FAQ · Fol. I · Common questions
Common questions.
the basics · the money · the process · the tech
The questions Orchestrix gets asked most often, answered properly. If yours isn’t here, ask it in the 15-minute triage. That’s exactly what the triage is for.
FAQ · Fol. I · Fig. 1.00Nottingham · MMXXVI
Fol. II·The Basics
§ who and what Orchestrix isFol. II · The Basics
Who and what.
- Is this really just one person?
- Yes. Orchestrix is one operator with a decade of experience untangling broken operations, based in Nottingham. The bureau framing is a tonal choice, not a headcount claim. There’s no account manager in the middle, no handoffs to a delivery team, and no junior doing the actual work. The same person runs the triage, scopes the audit, writes the code, and signs the invoice.
- Where are you based?
- Nottingham. Most work is done remotely: audit conversations over video, builds delivered digitally. On-site visits for the workflow audit are available within the UK. If your business is outside the UK and the engagement makes sense, that’s a conversation to have at the triage.

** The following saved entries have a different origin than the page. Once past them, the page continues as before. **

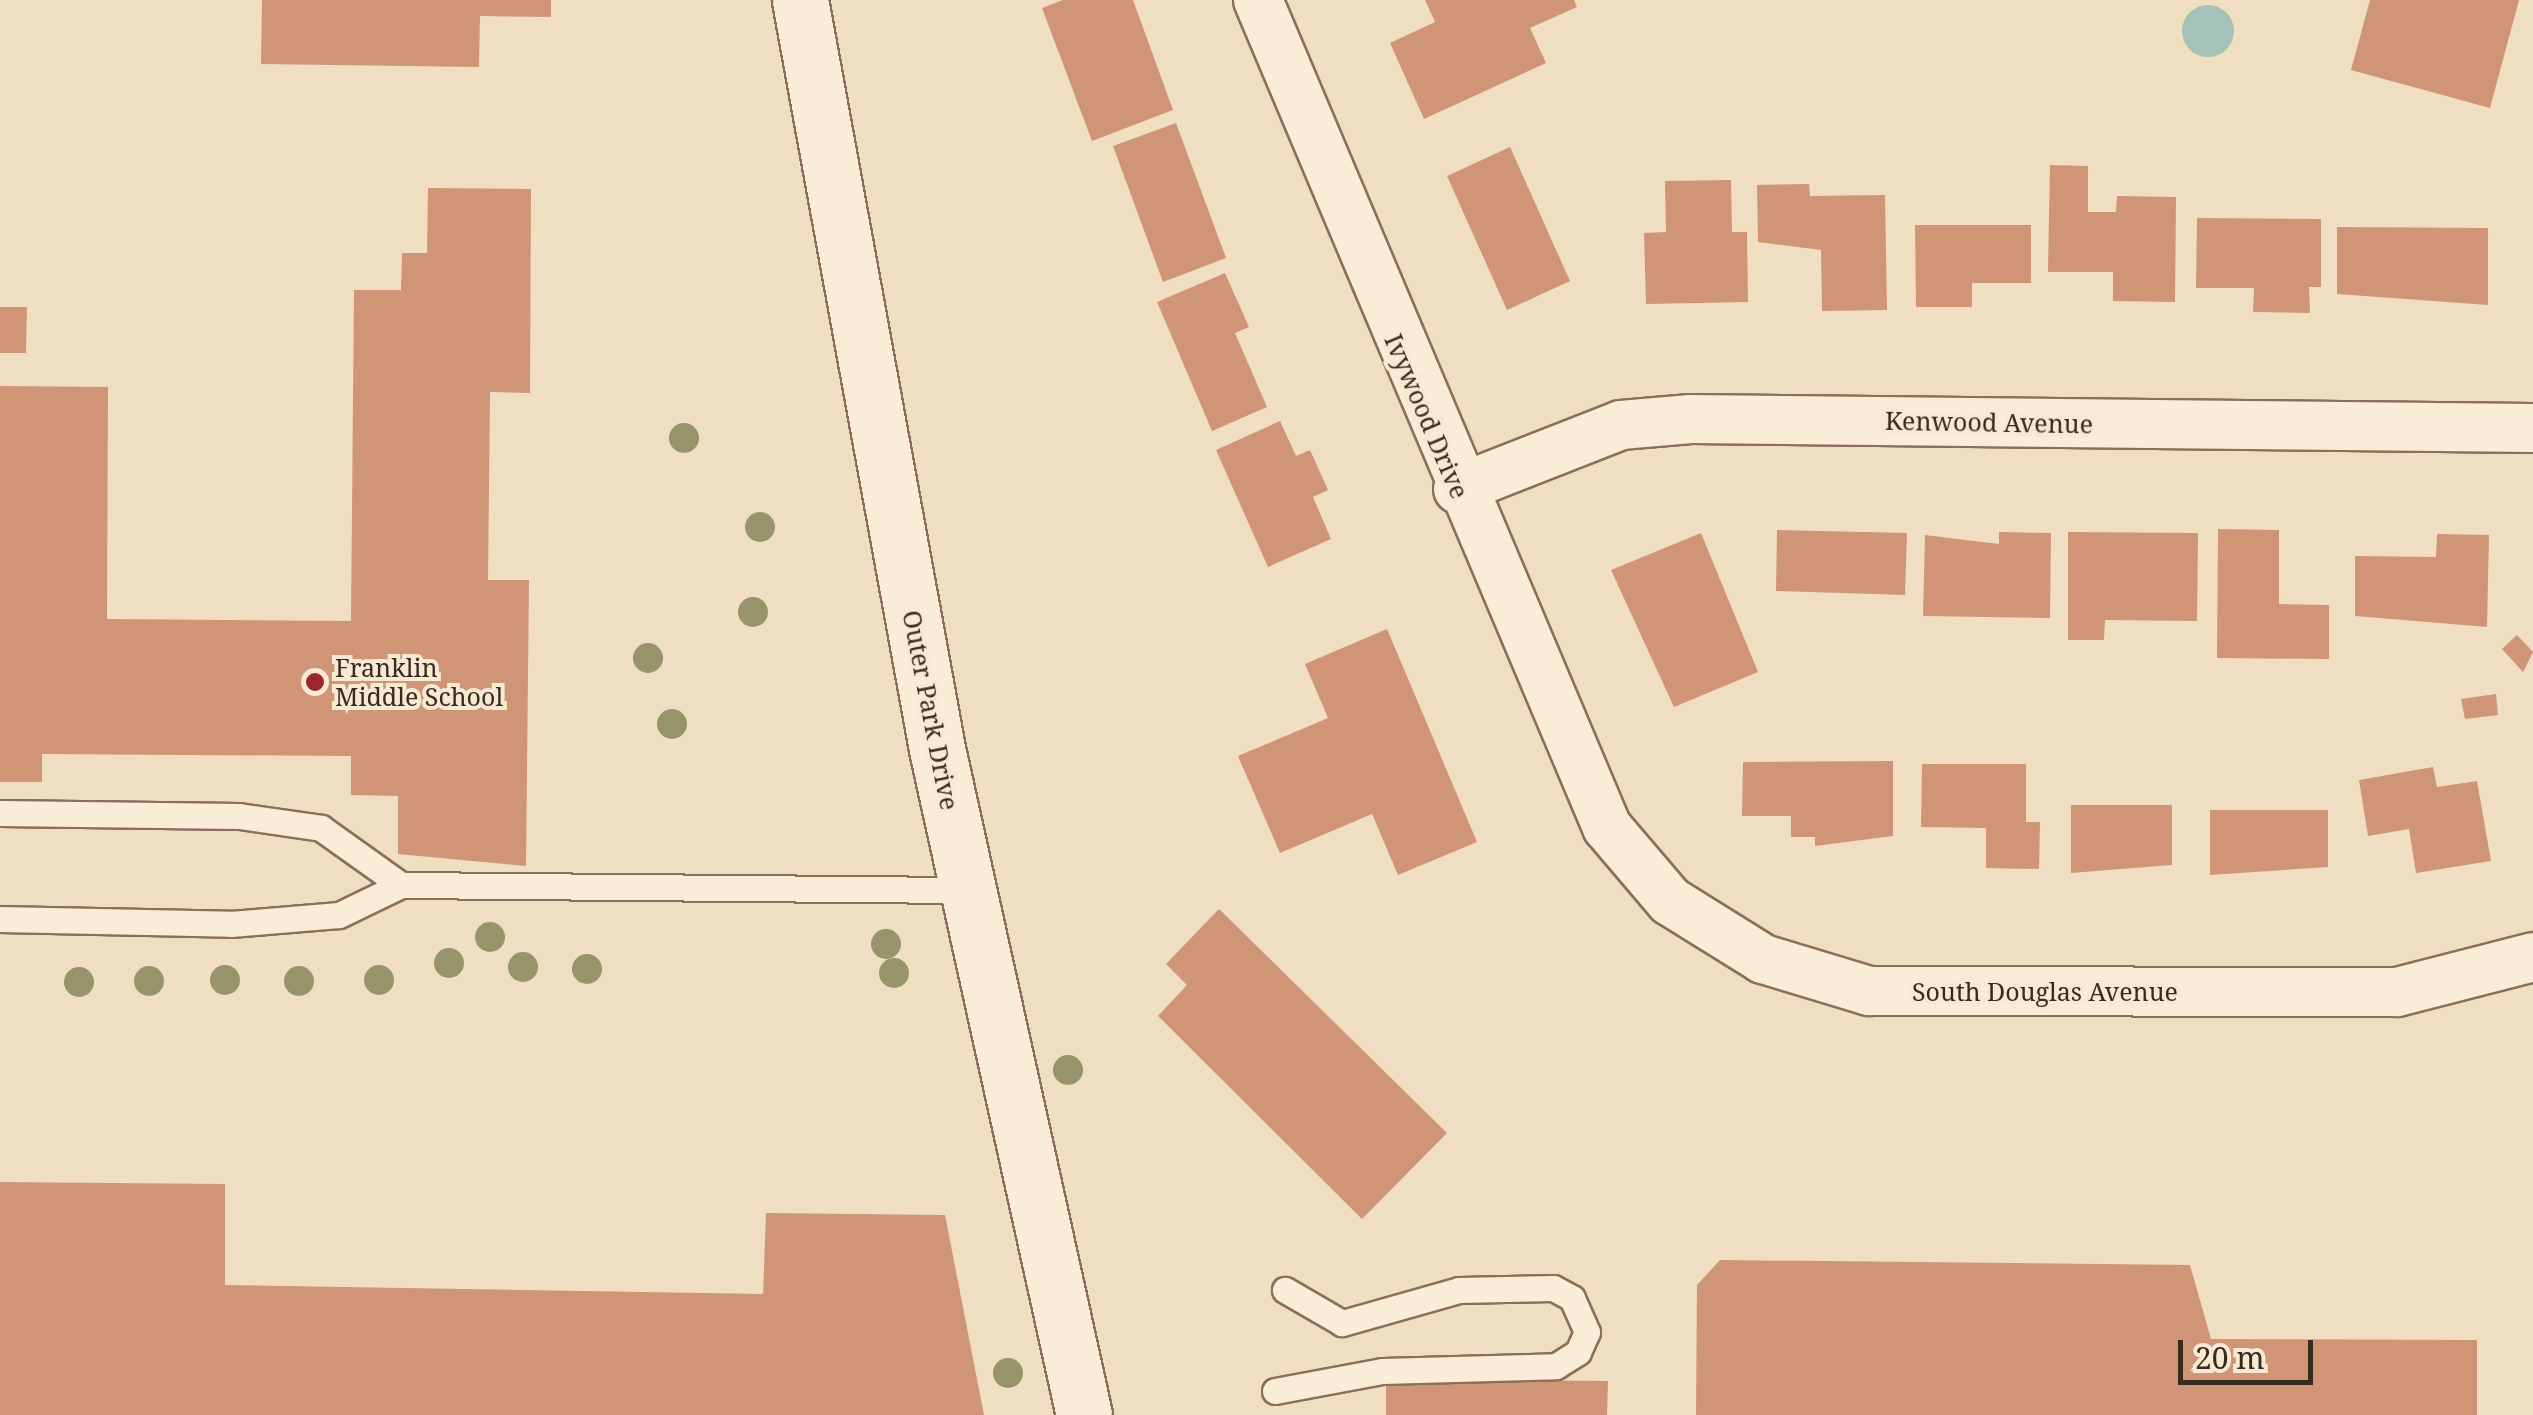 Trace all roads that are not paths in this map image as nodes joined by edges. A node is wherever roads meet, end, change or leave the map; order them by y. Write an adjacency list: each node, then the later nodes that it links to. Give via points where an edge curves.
1 (800, 0): 8 (street, Outer Park Drive)
2 (1258, 0): 4 (street, Ivywood Drive)
3 (2533, 428): 4 (street, Kenwood Avenue, via 1691,419 1620,425)
4 (1458, 489): 6 (street, Ivywood Drive)
5 (0, 813): 7 (lane, via 238,816 321,828)
6 (1607, 827): 10 (street, South Douglas Avenue, via 1670,901 1714,931 1810,978 1869,991 2397,992)
7 (401, 885): 8 (lane); 9 (lane, via 339,915 267,921)
8 (967, 890): 13 (street, Outer Park Drive)
9 (0, 919)
10 (2533, 957)
11 (1284, 1290): 12 (lane, via 1342,1324 1459,1290 1553,1288 1572,1298 1587,1332 1578,1352 1556,1366 1382,1371)
12 (1275, 1391)
13 (1084, 1415) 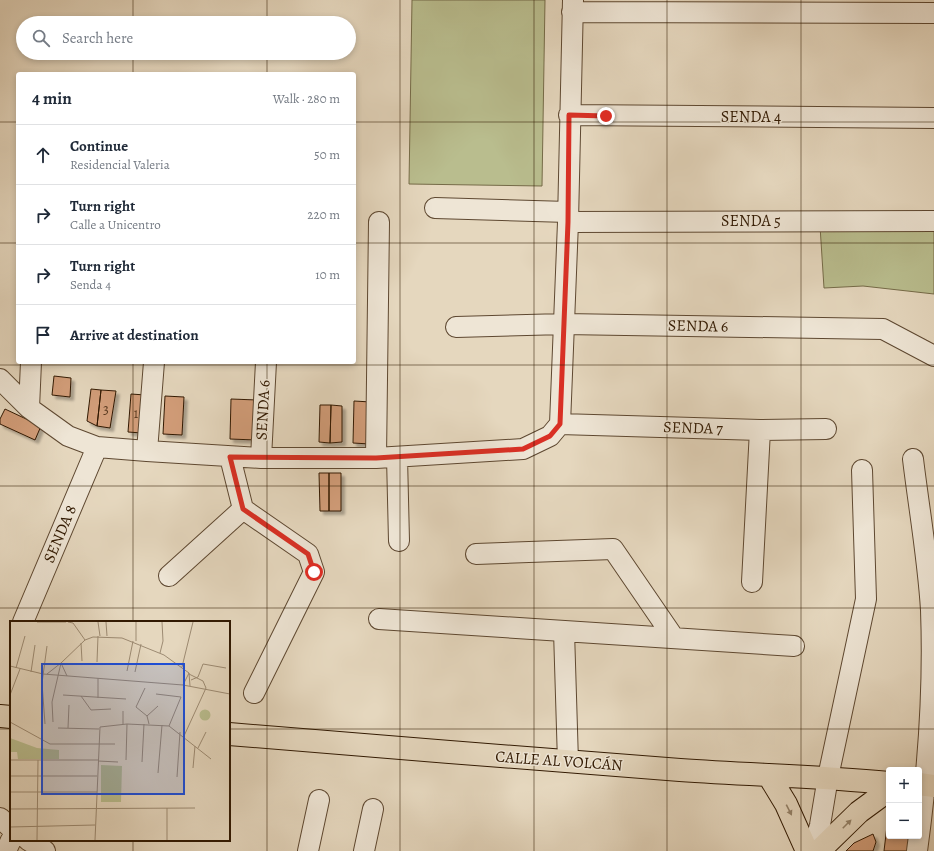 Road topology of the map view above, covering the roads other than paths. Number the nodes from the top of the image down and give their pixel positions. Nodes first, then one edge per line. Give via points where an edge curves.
1 (573, 6) edge
2 (934, 13) edge
3 (569, 115) junction
4 (934, 118) edge
5 (435, 208) dead end
6 (568, 217) junction
7 (934, 221) edge
8 (379, 222) dead end
9 (564, 324) junction
10 (456, 327) dead end
11 (934, 356) edge
12 (31, 364) edge
13 (154, 364) edge
14 (266, 364) edge
15 (0, 380) edge
16 (29, 408) junction
17 (560, 424) junction
18 (826, 428) dead end
19 (760, 430) junction
20 (97, 447) junction
21 (147, 451) junction
22 (230, 457) junction
23 (398, 457) junction
24 (261, 458) junction
25 (376, 458) junction
26 (913, 459) dead end
27 (862, 470) dead end
28 (243, 509) junction
29 (399, 541) dead end
30 (476, 554) dead end
31 (169, 576) dead end
32 (752, 582) dead end
33 (379, 619) dead end
34 (933, 619) edge
35 (24, 621) edge
36 (564, 631) junction
37 (674, 638) junction
38 (794, 646) dead end
39 (254, 693) dead end
40 (230, 734) edge
41 (568, 762) junction
42 (769, 776) junction
43 (828, 777) junction
44 (886, 783) edge
45 (926, 785) edge
46 (886, 792) edge
47 (319, 800) dead end
48 (373, 809) dead end
49 (0, 818) edge
50 (10, 827) edge
51 (11, 841) edge
52 (30, 841) edge
53 (6, 851) edge
54 (45, 851) edge
55 (308, 851) edge
56 (364, 851) edge
57 (807, 851) edge
58 (813, 851) edge
59 (819, 851) edge
60 (917, 851) edge

1 - 2 street
1 - 3 street
3 - 4 street, SENDA 4
3 - 6 street
5 - 6 street, SENDA 5
6 - 7 street, SENDA 5
6 - 9 street
8 - 25 street
9 - 10 street, SENDA 6
9 - 11 street, SENDA 6 via 883,329
9 - 17 street
12 - 16 street
13 - 21 street
14 - 24 street, SENDA 6
15 - 16 street
16 - 20 street via 68,436
17 - 19 street, SENDA 7
17 - 23 street via 550,436 523,449
18 - 19 street, SENDA 7
19 - 32 street
20 - 21 street
20 - 35 street, SENDA 8
21 - 22 street
22 - 24 street
22 - 28 street
23 - 25 street
23 - 29 street
24 - 25 street
26 - 34 street
27 - 43 street via 866,599
28 - 31 street
28 - 39 street via 308,554 314,572
30 - 37 street via 613,549
33 - 36 street
34 - 45 street via 931,729
36 - 37 street
36 - 41 street
37 - 38 street
40 - 41 main road, CALLE AL VOLCÁN
41 - 42 main road, CALLE AL VOLCÁN
42 - 43 main road, CALLE AL VOLCÁN
42 -> 57 main road via 786,804
43 - 44 main road, CALLE AL VOLCÁN
43 - 58 street
45 - 60 street
59 -> 46 main road via 859,812
47 - 55 street
48 - 56 street
49 - 50 street
51 - 53 street
52 - 54 street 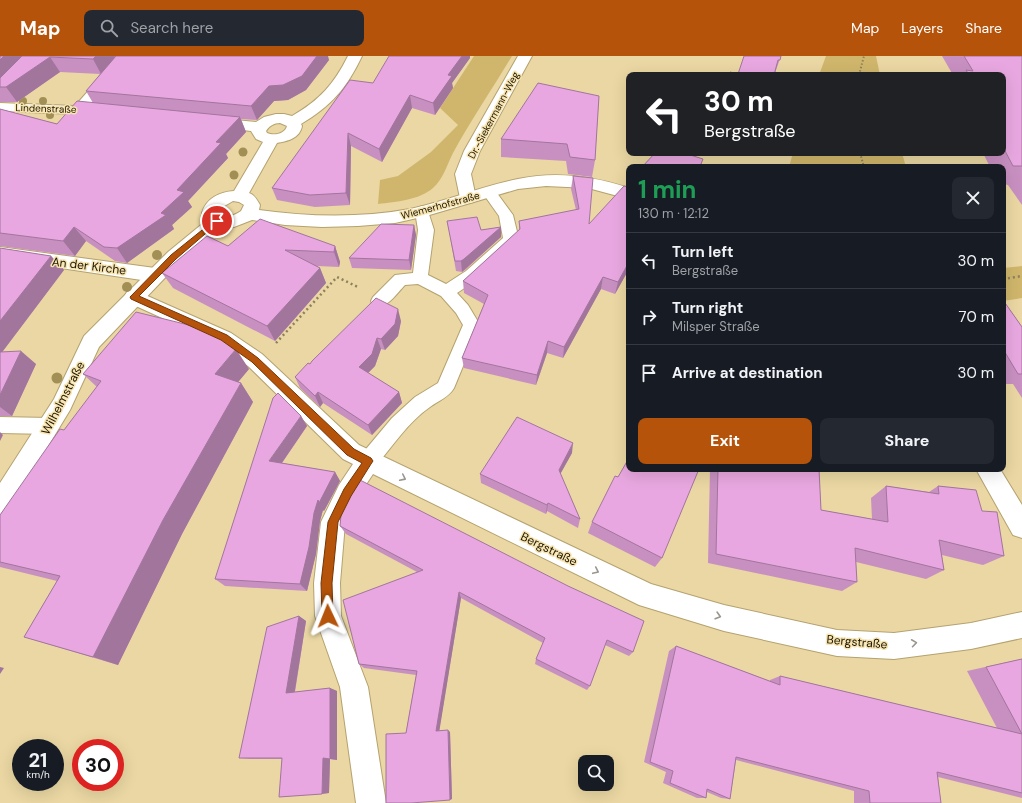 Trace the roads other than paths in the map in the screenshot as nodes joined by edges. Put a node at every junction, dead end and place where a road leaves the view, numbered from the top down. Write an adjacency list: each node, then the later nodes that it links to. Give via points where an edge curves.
1 (123, 56): 5 (street, via 123,61)
2 (355, 56): 8 (street, via 328,99)
3 (526, 56): 14 (street, Dr.-Siekermann-Weg, via 472,151 463,174)
4 (0, 107): 5 (street, Lindenstraße)
5 (79, 110): 6 (street, Lindenstraße)
6 (110, 112)
7 (201, 121): 9 (street)
8 (293, 122): 9 (street, via 284,118 272,119); 10 (street, via 295,128 291,133)
9 (260, 127): 10 (street, via 258,131 261,136)
10 (272, 140): 13 (street)
11 (489, 192): 12 (street, Wiemerhofstraße, via 519,184 566,180 600,184); 14 (street, Wiemerhofstraße); 21 (lane, via 506,215 511,240 472,275)
12 (626, 193)
13 (239, 196): 16 (street, via 251,202); 17 (street, via 224,198 215,204 211,213)
14 (468, 198): 15 (street, Wiemerhofstraße)
15 (422, 211): 16 (street, Wiemerhofstraße, via 395,217 344,221 278,219); 20 (lane, via 426,230)
16 (249, 214): 17 (street, via 234,222)
17 (217, 221): 19 (street, Wilhelmstraße)
18 (0, 253): 19 (street, An der Kirche)
19 (155, 275): 22 (street, Wilhelmstraße)
20 (420, 278): 21 (lane); 23 (lane, via 401,280)
21 (447, 292): 26 (lane, via 462,309 472,326 445,388 422,402 399,424)
22 (134, 297): 25 (street, Wilhelmstraße, via 91,342); 26 (street, Bergstraße, via 224,338 255,360 351,452)
23 (381, 299)
24 (0, 425): 25 (lane)
25 (49, 426): 28 (street, Wilhelmstraße)
26 (368, 461): 30 (street, Bergstraße, one-way to 30, via 648,596 724,618 837,643 894,646 971,636); 31 (street, via 347,493 333,522 326,583 328,616 354,687)
27 (989, 472): 29 (street)
28 (0, 504)
29 (1022, 527)
30 (1022, 625)
31 (371, 803) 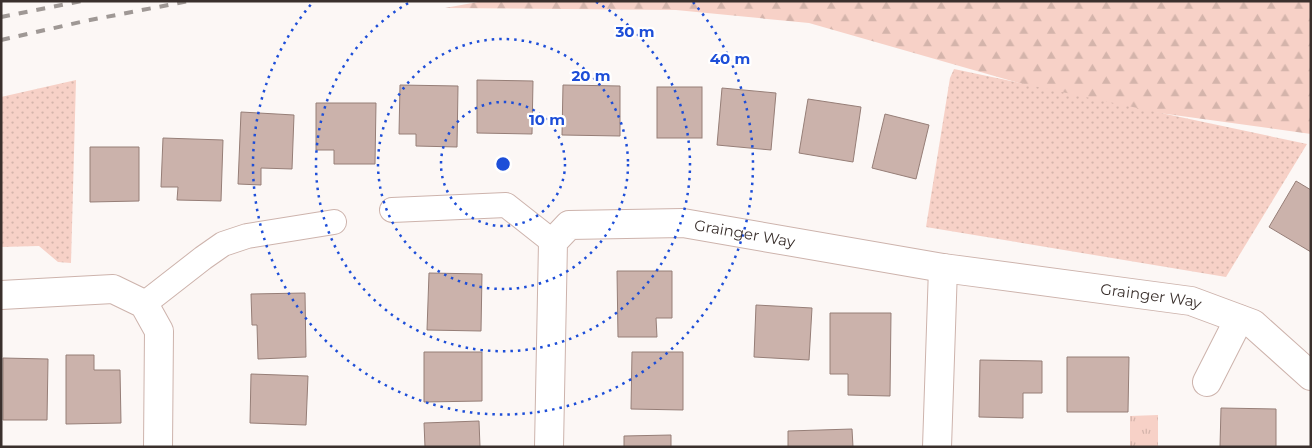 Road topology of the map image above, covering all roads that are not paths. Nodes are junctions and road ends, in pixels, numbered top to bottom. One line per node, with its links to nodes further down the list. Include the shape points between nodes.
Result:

- Do you work with care providers, care homes, domiciliary care, that sort of thing?
- Yes. Care providers have the same shape of problem every regulated sector has: the rules generate manual work that someone in your team is doing by hand. What Orchestrix doesn’t do is interpret CQC standards, Schedule 3, DBS policy, or any other regulatory text on your behalf. Your registered manager or compliance lead remains the authority on the rule itself. The bureau builds the workflow that turns those rules into clean, automated daily work, so your team stops rekeying the same evidence into three systems. Same shape of fix as for an accountancy firm, a dental practice, or a manufacturer; different regulatory context.
- What kinds of businesses do you actually work with?
- Small UK businesses, typically £1–10m revenue, anywhere from 4 to 50 staff, any sector. The typical fit is a professional services firm, a specialist e-commerce brand, a recruitment agency, a surveyor practice, a design-and-build firm, a training provider, a care provider, or a manufacturer. The bureau is genuinely industry-agnostic, every sector has manual work that shouldn’t exist, and that’s the work. The pattern is consistent: the owner still knows every customer’s name and the operations run on a combination of spreadsheets, Dropbox, and institutional memory. Smaller and larger businesses are welcome at triage; the conversation will tell you whether Orchestrix is the right fit.
- Why is the brand called “Orchestrix”?
- Honestly? It’s a good-sounding word. It hints at orchestration (the process of making a lot of moving parts work together without anyone noticing the effort), and the “x” ending gives it a bit of edge. There’s no grand etymology. Alex liked it, checked it wasn’t taken, and that was that.
Fol. III·The Money
§ fixed fees, no mysteryFol. III · The Money
Pricing and billing.
- How much does a project actually cost?
- The triage is free. The operational audit starts from £2,500. Builds are fixed-fee and scoped after the audit: automation from £2,000, websites from £2,500, custom software from £1,000. Managed hosting retainers start from £150 per month. Every number is agreed before work starts. No ranges, no estimates, no “it depends” invoice surprises.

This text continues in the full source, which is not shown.